**SUPPLIED RECORDS:**
━━━━

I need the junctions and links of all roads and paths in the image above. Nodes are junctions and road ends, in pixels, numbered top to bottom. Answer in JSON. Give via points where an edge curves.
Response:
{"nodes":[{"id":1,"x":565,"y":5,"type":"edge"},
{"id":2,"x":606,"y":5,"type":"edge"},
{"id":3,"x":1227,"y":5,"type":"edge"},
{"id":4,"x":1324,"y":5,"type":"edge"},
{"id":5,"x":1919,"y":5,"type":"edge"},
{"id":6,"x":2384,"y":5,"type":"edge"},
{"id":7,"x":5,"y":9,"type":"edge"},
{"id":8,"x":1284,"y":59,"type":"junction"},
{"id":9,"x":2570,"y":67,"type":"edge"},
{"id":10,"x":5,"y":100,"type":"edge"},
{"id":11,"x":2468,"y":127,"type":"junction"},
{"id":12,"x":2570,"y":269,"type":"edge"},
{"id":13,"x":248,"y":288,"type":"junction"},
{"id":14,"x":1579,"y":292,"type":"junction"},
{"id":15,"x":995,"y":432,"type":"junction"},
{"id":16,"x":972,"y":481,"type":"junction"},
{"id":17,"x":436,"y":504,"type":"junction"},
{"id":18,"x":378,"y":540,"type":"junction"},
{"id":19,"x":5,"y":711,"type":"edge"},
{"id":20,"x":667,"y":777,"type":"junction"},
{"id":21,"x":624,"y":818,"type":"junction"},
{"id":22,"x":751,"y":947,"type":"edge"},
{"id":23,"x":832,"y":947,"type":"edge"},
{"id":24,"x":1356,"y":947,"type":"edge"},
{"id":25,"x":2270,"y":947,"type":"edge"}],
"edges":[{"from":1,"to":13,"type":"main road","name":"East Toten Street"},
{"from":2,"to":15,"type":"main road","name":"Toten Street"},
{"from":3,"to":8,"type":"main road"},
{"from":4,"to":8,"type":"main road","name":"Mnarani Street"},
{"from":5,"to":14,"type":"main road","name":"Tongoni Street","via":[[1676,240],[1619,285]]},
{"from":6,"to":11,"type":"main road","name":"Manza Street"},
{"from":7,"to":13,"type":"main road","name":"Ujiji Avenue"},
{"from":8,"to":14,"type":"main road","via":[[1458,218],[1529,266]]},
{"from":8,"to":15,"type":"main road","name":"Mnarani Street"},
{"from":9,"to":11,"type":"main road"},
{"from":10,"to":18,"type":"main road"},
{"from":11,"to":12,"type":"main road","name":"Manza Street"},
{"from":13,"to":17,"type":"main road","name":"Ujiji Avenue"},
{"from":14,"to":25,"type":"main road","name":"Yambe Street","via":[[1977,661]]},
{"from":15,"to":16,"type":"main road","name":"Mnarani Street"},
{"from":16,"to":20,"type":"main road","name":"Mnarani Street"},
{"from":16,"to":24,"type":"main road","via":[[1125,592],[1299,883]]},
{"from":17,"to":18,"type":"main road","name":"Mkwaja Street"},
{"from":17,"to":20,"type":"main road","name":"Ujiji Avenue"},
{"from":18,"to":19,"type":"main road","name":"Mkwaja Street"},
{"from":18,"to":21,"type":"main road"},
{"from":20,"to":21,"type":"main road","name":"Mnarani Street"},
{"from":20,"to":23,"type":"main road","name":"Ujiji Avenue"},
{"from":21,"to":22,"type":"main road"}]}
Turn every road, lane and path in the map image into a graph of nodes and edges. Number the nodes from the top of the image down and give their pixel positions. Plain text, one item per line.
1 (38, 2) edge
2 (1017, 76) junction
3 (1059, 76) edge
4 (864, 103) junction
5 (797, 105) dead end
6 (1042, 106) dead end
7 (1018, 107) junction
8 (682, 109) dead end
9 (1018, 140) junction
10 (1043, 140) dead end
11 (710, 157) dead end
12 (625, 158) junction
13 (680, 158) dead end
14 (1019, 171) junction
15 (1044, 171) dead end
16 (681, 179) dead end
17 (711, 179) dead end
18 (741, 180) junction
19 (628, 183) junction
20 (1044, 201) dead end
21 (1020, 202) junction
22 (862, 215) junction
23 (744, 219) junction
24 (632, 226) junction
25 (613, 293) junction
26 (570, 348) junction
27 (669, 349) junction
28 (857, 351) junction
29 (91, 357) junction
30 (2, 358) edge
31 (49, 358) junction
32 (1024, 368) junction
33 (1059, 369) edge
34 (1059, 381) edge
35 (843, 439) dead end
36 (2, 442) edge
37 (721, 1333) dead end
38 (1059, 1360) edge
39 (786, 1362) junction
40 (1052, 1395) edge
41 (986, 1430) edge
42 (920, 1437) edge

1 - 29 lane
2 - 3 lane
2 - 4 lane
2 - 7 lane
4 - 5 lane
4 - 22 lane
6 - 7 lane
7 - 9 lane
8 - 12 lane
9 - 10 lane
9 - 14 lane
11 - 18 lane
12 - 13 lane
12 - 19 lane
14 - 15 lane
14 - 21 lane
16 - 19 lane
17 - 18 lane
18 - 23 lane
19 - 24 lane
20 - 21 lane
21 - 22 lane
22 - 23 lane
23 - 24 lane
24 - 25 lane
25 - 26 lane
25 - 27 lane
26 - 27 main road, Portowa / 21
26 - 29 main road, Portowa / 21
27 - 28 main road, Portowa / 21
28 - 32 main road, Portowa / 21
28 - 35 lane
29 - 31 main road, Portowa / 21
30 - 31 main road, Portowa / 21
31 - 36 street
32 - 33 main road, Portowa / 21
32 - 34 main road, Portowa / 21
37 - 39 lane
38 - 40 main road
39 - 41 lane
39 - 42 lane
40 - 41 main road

━━━━

**YOUR ASSIGNMENT:**
Extract the complete data, matching each line exactly.

**TASK ANSWER:**
I need the junctions and links of all roads and paths in the image above. Nodes are junctions and road ends, in pixels, numbered top to bottom. Answer in JSON. Give via points where an edge curves.
Response:
{"nodes":[{"id":1,"x":565,"y":5,"type":"edge"},
{"id":2,"x":606,"y":5,"type":"edge"},
{"id":3,"x":1227,"y":5,"type":"edge"},
{"id":4,"x":1324,"y":5,"type":"edge"},
{"id":5,"x":1919,"y":5,"type":"edge"},
{"id":6,"x":2384,"y":5,"type":"edge"},
{"id":7,"x":5,"y":9,"type":"edge"},
{"id":8,"x":1284,"y":59,"type":"junction"},
{"id":9,"x":2570,"y":67,"type":"edge"},
{"id":10,"x":5,"y":100,"type":"edge"},
{"id":11,"x":2468,"y":127,"type":"junction"},
{"id":12,"x":2570,"y":269,"type":"edge"},
{"id":13,"x":248,"y":288,"type":"junction"},
{"id":14,"x":1579,"y":292,"type":"junction"},
{"id":15,"x":995,"y":432,"type":"junction"},
{"id":16,"x":972,"y":481,"type":"junction"},
{"id":17,"x":436,"y":504,"type":"junction"},
{"id":18,"x":378,"y":540,"type":"junction"},
{"id":19,"x":5,"y":711,"type":"edge"},
{"id":20,"x":667,"y":777,"type":"junction"},
{"id":21,"x":624,"y":818,"type":"junction"},
{"id":22,"x":751,"y":947,"type":"edge"},
{"id":23,"x":832,"y":947,"type":"edge"},
{"id":24,"x":1356,"y":947,"type":"edge"},
{"id":25,"x":2270,"y":947,"type":"edge"}],
"edges":[{"from":1,"to":13,"type":"main road","name":"East Toten Street"},
{"from":2,"to":15,"type":"main road","name":"Toten Street"},
{"from":3,"to":8,"type":"main road"},
{"from":4,"to":8,"type":"main road","name":"Mnarani Street"},
{"from":5,"to":14,"type":"main road","name":"Tongoni Street","via":[[1676,240],[1619,285]]},
{"from":6,"to":11,"type":"main road","name":"Manza Street"},
{"from":7,"to":13,"type":"main road","name":"Ujiji Avenue"},
{"from":8,"to":14,"type":"main road","via":[[1458,218],[1529,266]]},
{"from":8,"to":15,"type":"main road","name":"Mnarani Street"},
{"from":9,"to":11,"type":"main road"},
{"from":10,"to":18,"type":"main road"},
{"from":11,"to":12,"type":"main road","name":"Manza Street"},
{"from":13,"to":17,"type":"main road","name":"Ujiji Avenue"},
{"from":14,"to":25,"type":"main road","name":"Yambe Street","via":[[1977,661]]},
{"from":15,"to":16,"type":"main road","name":"Mnarani Street"},
{"from":16,"to":20,"type":"main road","name":"Mnarani Street"},
{"from":16,"to":24,"type":"main road","via":[[1125,592],[1299,883]]},
{"from":17,"to":18,"type":"main road","name":"Mkwaja Street"},
{"from":17,"to":20,"type":"main road","name":"Ujiji Avenue"},
{"from":18,"to":19,"type":"main road","name":"Mkwaja Street"},
{"from":18,"to":21,"type":"main road"},
{"from":20,"to":21,"type":"main road","name":"Mnarani Street"},
{"from":20,"to":23,"type":"main road","name":"Ujiji Avenue"},
{"from":21,"to":22,"type":"main road"}]}
Turn every road, lane and path in the map image into a graph of nodes and edges. Number the nodes from the top of the image down and give their pixel positions. Plain text, one item per line.
1 (38, 2) edge
2 (1017, 76) junction
3 (1059, 76) edge
4 (864, 103) junction
5 (797, 105) dead end
6 (1042, 106) dead end
7 (1018, 107) junction
8 (682, 109) dead end
9 (1018, 140) junction
10 (1043, 140) dead end
11 (710, 157) dead end
12 (625, 158) junction
13 (680, 158) dead end
14 (1019, 171) junction
15 (1044, 171) dead end
16 (681, 179) dead end
17 (711, 179) dead end
18 (741, 180) junction
19 (628, 183) junction
20 (1044, 201) dead end
21 (1020, 202) junction
22 (862, 215) junction
23 (744, 219) junction
24 (632, 226) junction
25 (613, 293) junction
26 (570, 348) junction
27 (669, 349) junction
28 (857, 351) junction
29 (91, 357) junction
30 (2, 358) edge
31 (49, 358) junction
32 (1024, 368) junction
33 (1059, 369) edge
34 (1059, 381) edge
35 (843, 439) dead end
36 (2, 442) edge
37 (721, 1333) dead end
38 (1059, 1360) edge
39 (786, 1362) junction
40 (1052, 1395) edge
41 (986, 1430) edge
42 (920, 1437) edge

1 - 29 lane
2 - 3 lane
2 - 4 lane
2 - 7 lane
4 - 5 lane
4 - 22 lane
6 - 7 lane
7 - 9 lane
8 - 12 lane
9 - 10 lane
9 - 14 lane
11 - 18 lane
12 - 13 lane
12 - 19 lane
14 - 15 lane
14 - 21 lane
16 - 19 lane
17 - 18 lane
18 - 23 lane
19 - 24 lane
20 - 21 lane
21 - 22 lane
22 - 23 lane
23 - 24 lane
24 - 25 lane
25 - 26 lane
25 - 27 lane
26 - 27 main road, Portowa / 21
26 - 29 main road, Portowa / 21
27 - 28 main road, Portowa / 21
28 - 32 main road, Portowa / 21
28 - 35 lane
29 - 31 main road, Portowa / 21
30 - 31 main road, Portowa / 21
31 - 36 street
32 - 33 main road, Portowa / 21
32 - 34 main road, Portowa / 21
37 - 39 lane
38 - 40 main road
39 - 41 lane
39 - 42 lane
40 - 41 main road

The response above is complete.